Review: The Vast of Night. Two friends combine their curiosity and courage to figure out where the hell that sound is coming from.
The sound is haunting. Two young people whose lives revolve around audio, one a radio operator, the other a telephone operator, connect to first confirm, then investigate the mysterious sound.
Set in 1950s rural New Mexico, in the fictional town of Cayuga Amazon’s, The Vast of Night delivers an intimate narrative that digs deeper into the real conspiracy behind conspiracy theory.
The town converges on the high school, ready to embrace the spectacle of basketball amid roaring crowds, pumped up by a cheer squad waving pom-poms, and building precarious edifices to human flexibility and strength.
But outside, and down the road, it’s not a usual night. Something in the air isn’t right, and it’s making noise. The action doesn’t involve government agents or even local police. It orbits through the world of Fay (Sierra McCormick) and Everett (Jake Horowitz), two typical teenagers working night shifts while their friends enjoy the basketball game. They inhabit old-fashioned, yet nerdy Nancy Drew and Hardy Boys personas that drive them to drive the plot.
The two team-up to figure out the noise, and soon turn the radio station into a reality show as Fay routes telephone calls to Everett to broadcast over the air.
As I said, this is intimate.
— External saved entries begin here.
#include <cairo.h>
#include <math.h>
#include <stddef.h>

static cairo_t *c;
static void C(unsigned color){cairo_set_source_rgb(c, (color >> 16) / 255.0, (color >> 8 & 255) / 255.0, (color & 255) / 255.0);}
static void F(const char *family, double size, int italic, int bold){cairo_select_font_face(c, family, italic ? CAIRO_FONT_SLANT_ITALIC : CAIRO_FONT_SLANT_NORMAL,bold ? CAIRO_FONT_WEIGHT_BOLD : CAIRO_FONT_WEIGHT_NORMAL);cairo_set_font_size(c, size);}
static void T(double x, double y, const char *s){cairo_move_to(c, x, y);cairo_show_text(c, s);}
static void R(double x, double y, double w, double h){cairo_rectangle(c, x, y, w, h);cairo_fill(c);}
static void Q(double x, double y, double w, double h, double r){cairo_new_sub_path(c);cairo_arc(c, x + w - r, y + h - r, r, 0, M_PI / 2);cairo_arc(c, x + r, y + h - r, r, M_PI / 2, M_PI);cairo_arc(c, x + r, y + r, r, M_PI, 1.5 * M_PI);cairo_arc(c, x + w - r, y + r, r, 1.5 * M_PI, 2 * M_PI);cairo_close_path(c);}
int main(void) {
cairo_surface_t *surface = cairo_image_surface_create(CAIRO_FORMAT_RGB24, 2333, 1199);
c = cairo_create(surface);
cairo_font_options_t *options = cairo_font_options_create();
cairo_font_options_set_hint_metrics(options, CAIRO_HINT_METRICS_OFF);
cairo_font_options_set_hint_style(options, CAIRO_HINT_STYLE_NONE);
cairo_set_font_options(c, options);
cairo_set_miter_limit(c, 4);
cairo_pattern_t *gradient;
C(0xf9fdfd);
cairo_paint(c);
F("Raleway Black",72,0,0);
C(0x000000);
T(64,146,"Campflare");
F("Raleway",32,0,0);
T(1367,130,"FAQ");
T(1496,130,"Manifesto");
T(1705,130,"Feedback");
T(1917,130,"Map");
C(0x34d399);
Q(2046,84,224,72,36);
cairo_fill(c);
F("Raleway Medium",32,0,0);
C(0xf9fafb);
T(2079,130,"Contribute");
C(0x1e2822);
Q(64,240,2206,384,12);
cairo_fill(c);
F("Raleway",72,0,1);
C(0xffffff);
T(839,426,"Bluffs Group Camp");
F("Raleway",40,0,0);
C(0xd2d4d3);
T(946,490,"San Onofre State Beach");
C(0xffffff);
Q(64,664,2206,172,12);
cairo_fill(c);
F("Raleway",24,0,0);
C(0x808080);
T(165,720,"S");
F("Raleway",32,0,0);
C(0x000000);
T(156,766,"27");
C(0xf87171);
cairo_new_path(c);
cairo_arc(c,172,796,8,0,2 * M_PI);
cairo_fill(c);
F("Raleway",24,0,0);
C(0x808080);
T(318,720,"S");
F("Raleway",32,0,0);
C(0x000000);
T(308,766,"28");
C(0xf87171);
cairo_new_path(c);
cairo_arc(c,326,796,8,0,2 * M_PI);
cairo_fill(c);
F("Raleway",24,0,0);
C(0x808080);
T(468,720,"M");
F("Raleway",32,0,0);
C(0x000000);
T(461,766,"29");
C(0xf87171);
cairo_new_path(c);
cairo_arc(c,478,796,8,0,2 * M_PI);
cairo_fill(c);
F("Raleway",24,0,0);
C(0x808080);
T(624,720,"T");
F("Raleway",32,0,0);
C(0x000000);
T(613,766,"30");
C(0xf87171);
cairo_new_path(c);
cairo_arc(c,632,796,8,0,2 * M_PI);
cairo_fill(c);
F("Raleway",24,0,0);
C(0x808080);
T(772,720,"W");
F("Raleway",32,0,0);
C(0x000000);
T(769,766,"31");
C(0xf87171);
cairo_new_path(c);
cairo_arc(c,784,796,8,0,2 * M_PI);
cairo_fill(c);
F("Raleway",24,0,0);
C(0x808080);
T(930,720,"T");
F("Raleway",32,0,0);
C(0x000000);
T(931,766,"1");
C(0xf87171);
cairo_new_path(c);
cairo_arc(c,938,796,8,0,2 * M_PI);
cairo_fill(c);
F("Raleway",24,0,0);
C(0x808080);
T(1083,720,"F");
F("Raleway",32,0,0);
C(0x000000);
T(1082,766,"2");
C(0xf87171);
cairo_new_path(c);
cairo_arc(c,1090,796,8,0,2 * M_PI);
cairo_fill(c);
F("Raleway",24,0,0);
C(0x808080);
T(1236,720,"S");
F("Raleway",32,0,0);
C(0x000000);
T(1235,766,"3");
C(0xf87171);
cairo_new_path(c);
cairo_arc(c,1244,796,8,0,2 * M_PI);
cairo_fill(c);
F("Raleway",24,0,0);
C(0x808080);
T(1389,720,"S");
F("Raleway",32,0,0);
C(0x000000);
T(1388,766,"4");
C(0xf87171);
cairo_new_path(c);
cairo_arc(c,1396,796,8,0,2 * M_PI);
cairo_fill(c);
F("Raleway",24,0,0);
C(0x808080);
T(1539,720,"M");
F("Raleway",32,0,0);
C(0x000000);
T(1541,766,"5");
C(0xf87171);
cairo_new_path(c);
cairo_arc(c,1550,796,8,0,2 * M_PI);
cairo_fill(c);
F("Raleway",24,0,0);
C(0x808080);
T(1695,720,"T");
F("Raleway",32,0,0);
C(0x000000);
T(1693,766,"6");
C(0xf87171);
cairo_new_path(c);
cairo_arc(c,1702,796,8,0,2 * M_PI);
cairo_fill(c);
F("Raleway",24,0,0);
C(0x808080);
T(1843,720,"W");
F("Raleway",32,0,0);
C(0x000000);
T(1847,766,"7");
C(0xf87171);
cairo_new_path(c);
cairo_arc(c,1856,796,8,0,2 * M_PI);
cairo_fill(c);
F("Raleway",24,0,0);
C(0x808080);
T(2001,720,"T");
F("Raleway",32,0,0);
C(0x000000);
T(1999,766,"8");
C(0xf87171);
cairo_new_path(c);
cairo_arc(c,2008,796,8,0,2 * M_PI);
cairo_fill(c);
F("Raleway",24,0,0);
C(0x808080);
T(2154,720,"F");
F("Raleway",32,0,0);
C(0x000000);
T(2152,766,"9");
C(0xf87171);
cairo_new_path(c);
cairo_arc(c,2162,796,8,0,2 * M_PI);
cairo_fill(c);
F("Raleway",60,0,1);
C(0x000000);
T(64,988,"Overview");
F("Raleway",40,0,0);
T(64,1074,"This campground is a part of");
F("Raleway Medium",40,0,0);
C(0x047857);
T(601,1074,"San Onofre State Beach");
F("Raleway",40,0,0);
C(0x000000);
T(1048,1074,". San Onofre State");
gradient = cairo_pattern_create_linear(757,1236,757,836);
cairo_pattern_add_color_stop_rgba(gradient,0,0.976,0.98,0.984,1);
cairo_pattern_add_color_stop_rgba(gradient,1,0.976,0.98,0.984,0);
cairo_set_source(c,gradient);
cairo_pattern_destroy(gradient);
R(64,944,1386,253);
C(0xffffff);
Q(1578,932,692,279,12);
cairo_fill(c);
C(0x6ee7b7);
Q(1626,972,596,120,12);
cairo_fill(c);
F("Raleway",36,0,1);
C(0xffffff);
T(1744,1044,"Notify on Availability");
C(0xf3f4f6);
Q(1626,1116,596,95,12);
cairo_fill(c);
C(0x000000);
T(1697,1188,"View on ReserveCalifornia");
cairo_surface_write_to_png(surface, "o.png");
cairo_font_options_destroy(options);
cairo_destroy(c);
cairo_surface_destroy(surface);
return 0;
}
Flashes of the game only reinforce the pair’s isolation—the film ties the couple to invisible that stretch and contract—all the time releasing narrative energy. Fay and Everett play lead investigators this spooky evening. It is easy to imagine that this night will influence how their lives unfold from this point on.
The James Montague and Craig W. Sanger script tightly contains the dialog and action, while Andrew Patterson direction shifts between walls and vast openness of sky and land, keeping the audience guessing if there is a threat, and from where it might arrive.
Nods to Orson Wells and H.G. Wells permeate the plot, but the streaming generation is never asked to believe any of it, unfortunately. Unlike Wells who deadpanned the radio play as first-person reporting, this story broadcasts its intent with an opening that mimics the Twilight Zone.
The Vast of Night’s own sound, from the creepy throb to the score, keep the film centered, enhancing rather than distracting. Tight camera work and cinematography help choreograph the evolution from confusion to exploration.
With The Vast of Night Amazon lands a well-crafted little movie that will appeal to science fiction and mystery buffs. Thankfully the film refrains from soap opera by steering far away from cliched teenage angst tropes or romantic interludes or tensions. The Vast of Night is all about how two teenagers react to what is happening to them as a mini-maelstrom of the unexpected descends into their lives. Their journey is worthy of your attention.